I pick up the bag and start out.

“Good to see you on your feet, Old Yeller.”

“Happy hunting, Tin Man.”

I catch a glimpse of Kasabian in the window by the desk. In the glass his face is normal and clean, but the guy sitting in the chair is a grimy mess. That’s it, then. The Devil has special eyes. He can see sin. I wonder what Samael saw when he looked at me.

I get on the bike and drive at an entirely reasonable speed through backstreets to Allegra’s clinic. I use hand signals and everything. Look at me, Mom. A solid citizen at last.

What used to be Doc Kinski’s clinic and is currently Allegra’s is in a strip mall near where Sunset and Hollywood Boulevards meet. There’s a fried chicken franchise on one end of the mall and a local pizza joint on the other, with a Vietnamese nail salon and the clinic in between. The parking lot smells like a high school lunchroom and is one of the top ten last places anyone hunting heavy angelic magic would look.

The blinds are drawn in all the clinic windows. It says EXISTENTIAL HEALING on the door in gold peel-and-stick letters. I take the handle and pull. It’s locked. I raise my hand to knock and lower it. Seeing Kasabian is one thing—we’re both the biggest freaks the other knows—but this will be different. There are normal people in here. Not normal normal people, but ones who act and feel like normal people.

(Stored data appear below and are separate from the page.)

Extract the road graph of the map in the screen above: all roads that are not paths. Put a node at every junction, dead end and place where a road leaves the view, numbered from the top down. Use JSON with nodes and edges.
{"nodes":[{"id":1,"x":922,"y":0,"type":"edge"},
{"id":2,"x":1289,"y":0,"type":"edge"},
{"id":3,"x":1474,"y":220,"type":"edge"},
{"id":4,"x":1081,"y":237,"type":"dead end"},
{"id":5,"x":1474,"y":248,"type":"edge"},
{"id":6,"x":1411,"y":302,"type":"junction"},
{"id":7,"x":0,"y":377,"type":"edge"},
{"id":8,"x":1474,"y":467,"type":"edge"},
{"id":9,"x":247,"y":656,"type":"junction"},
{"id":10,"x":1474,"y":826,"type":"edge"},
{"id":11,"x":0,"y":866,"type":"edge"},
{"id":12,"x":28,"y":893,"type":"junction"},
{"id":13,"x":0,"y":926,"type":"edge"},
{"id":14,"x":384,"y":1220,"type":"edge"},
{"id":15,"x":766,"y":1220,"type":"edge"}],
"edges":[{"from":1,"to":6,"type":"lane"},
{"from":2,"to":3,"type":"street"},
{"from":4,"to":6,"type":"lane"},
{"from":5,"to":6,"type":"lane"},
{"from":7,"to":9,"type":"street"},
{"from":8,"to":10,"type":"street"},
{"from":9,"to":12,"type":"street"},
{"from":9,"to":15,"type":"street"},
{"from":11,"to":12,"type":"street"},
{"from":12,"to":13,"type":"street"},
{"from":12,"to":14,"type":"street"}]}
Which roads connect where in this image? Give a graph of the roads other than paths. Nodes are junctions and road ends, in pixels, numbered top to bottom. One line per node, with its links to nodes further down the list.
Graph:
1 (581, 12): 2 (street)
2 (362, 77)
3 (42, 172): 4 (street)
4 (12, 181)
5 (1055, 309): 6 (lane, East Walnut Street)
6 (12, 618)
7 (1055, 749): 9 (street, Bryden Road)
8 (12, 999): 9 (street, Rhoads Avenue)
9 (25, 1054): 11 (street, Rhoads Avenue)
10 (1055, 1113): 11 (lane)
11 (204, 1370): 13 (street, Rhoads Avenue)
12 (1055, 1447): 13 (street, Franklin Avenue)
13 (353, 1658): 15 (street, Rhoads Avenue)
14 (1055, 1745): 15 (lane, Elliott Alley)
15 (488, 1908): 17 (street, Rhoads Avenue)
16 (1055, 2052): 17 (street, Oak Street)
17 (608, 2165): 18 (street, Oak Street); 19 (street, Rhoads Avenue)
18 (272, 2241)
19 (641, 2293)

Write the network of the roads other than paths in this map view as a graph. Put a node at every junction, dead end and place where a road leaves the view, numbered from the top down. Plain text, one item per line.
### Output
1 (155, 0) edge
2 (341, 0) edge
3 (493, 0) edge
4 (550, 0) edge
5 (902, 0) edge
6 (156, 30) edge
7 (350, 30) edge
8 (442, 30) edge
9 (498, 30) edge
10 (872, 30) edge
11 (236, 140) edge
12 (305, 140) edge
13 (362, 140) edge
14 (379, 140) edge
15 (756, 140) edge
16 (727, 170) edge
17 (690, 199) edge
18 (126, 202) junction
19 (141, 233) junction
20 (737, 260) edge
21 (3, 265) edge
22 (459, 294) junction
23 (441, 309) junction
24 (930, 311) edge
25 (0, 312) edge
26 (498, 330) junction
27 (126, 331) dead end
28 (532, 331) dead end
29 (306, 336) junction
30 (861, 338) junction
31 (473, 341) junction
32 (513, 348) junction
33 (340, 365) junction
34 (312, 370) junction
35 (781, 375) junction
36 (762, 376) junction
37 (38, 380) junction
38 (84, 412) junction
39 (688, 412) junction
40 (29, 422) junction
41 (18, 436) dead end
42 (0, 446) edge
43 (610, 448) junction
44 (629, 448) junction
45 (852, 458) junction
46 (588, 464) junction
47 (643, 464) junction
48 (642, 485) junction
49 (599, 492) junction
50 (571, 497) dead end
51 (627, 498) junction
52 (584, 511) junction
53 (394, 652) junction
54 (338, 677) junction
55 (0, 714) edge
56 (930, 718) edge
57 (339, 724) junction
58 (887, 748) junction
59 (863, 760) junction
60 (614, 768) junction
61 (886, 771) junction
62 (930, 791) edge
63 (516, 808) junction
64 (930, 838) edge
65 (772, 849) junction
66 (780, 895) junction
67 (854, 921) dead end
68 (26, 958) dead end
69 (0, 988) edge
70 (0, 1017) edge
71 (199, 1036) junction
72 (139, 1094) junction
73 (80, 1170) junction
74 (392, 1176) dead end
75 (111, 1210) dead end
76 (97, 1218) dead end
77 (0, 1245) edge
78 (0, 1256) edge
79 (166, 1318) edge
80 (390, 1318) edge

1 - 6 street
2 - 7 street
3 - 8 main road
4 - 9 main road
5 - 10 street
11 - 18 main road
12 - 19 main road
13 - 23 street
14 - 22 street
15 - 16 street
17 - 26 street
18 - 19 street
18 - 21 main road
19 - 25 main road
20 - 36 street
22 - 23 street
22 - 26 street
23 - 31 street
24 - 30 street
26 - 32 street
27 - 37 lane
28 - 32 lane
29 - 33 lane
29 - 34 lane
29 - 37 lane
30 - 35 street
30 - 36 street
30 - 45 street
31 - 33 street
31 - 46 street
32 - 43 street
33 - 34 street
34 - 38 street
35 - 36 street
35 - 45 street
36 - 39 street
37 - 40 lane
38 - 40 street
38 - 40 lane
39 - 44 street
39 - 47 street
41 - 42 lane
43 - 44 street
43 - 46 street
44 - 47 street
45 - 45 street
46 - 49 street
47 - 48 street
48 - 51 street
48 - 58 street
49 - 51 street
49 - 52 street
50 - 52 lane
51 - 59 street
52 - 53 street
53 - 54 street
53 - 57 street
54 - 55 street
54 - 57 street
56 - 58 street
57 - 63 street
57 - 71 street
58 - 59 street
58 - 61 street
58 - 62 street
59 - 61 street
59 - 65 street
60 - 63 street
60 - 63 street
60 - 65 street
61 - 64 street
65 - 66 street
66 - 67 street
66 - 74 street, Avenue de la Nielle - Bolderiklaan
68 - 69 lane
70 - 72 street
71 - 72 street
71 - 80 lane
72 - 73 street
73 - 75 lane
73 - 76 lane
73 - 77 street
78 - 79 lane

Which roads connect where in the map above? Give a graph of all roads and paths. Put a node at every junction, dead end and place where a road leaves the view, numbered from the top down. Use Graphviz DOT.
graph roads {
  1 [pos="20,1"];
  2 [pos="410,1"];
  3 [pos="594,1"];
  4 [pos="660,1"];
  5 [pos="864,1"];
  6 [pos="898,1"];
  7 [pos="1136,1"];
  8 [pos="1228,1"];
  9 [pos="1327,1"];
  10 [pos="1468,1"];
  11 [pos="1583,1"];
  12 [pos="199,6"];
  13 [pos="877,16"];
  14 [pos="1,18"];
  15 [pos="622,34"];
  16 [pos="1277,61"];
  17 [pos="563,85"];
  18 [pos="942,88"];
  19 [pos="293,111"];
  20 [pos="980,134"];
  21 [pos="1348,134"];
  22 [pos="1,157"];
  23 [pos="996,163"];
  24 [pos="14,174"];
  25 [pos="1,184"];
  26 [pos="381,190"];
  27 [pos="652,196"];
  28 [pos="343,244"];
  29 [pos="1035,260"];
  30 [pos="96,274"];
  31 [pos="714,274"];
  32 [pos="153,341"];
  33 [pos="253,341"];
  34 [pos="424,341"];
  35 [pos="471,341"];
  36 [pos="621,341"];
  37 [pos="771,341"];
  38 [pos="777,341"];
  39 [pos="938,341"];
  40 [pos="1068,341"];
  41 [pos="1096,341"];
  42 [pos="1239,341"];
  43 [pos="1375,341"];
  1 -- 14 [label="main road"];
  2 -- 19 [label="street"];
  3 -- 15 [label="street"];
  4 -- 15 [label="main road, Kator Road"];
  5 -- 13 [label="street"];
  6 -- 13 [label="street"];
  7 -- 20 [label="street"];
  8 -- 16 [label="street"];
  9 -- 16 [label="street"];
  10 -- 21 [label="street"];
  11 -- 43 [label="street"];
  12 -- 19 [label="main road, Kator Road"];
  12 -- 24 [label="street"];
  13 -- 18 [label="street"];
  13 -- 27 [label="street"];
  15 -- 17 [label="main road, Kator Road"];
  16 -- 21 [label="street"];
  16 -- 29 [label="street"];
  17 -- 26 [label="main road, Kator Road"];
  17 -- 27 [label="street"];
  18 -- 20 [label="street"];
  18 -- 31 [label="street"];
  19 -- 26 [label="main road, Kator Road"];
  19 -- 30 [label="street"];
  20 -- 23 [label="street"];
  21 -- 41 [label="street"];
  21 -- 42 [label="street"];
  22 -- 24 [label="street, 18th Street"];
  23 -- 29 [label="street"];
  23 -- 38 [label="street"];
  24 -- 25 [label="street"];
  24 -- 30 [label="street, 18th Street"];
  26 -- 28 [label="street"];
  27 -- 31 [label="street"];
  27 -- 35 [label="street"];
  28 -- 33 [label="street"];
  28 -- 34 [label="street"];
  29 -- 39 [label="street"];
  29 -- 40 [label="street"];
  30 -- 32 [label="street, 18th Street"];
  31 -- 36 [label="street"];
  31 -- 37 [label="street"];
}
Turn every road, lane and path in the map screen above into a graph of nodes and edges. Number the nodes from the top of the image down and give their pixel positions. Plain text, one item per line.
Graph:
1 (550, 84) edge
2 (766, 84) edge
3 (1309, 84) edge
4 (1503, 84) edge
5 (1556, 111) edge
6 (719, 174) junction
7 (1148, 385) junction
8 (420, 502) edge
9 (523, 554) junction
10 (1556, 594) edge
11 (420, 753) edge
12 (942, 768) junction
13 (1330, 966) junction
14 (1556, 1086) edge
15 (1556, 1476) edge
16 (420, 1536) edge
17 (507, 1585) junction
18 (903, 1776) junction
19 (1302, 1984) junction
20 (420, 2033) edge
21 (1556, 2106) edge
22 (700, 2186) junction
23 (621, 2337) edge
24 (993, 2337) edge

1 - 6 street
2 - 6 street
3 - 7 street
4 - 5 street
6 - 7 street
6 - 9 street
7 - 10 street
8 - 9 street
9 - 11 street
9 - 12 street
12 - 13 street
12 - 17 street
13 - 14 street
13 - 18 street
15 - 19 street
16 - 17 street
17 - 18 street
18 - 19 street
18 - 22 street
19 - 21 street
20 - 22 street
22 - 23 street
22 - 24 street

I don’t know what to say to Candy. Three months ago I told her I’d be back in three days. And Allegra. I didn’t even say good-bye to Allegra before I left. She freaked out when I briefly worked as Samael’s bodyguard and things haven’t been right between us since. If Vidocq is inside, that’s another whole complication. The old man is the closest thing I’ve ever had to a real father. But he’s also French, and loud when he gets excited. Right now I don’t know if I can handle either one, much less both. Still.

I knock on the door.

It opens a crack and a heavyset blonde with blue skin and horns peers out at me. She’s a Ludere. A kind of Lurker. The whole tribe are compulsive gamblers. Probably the only reason she works here is so she can run a line on which patients are going to recover and which are going to die.

“Do you have an appointment?”

“Everyone thinks I’m dead, so probably not.”

She reaches out through the open door and shoves a business card into my hand.

“Call and Dr. Allegra will see you when she can.”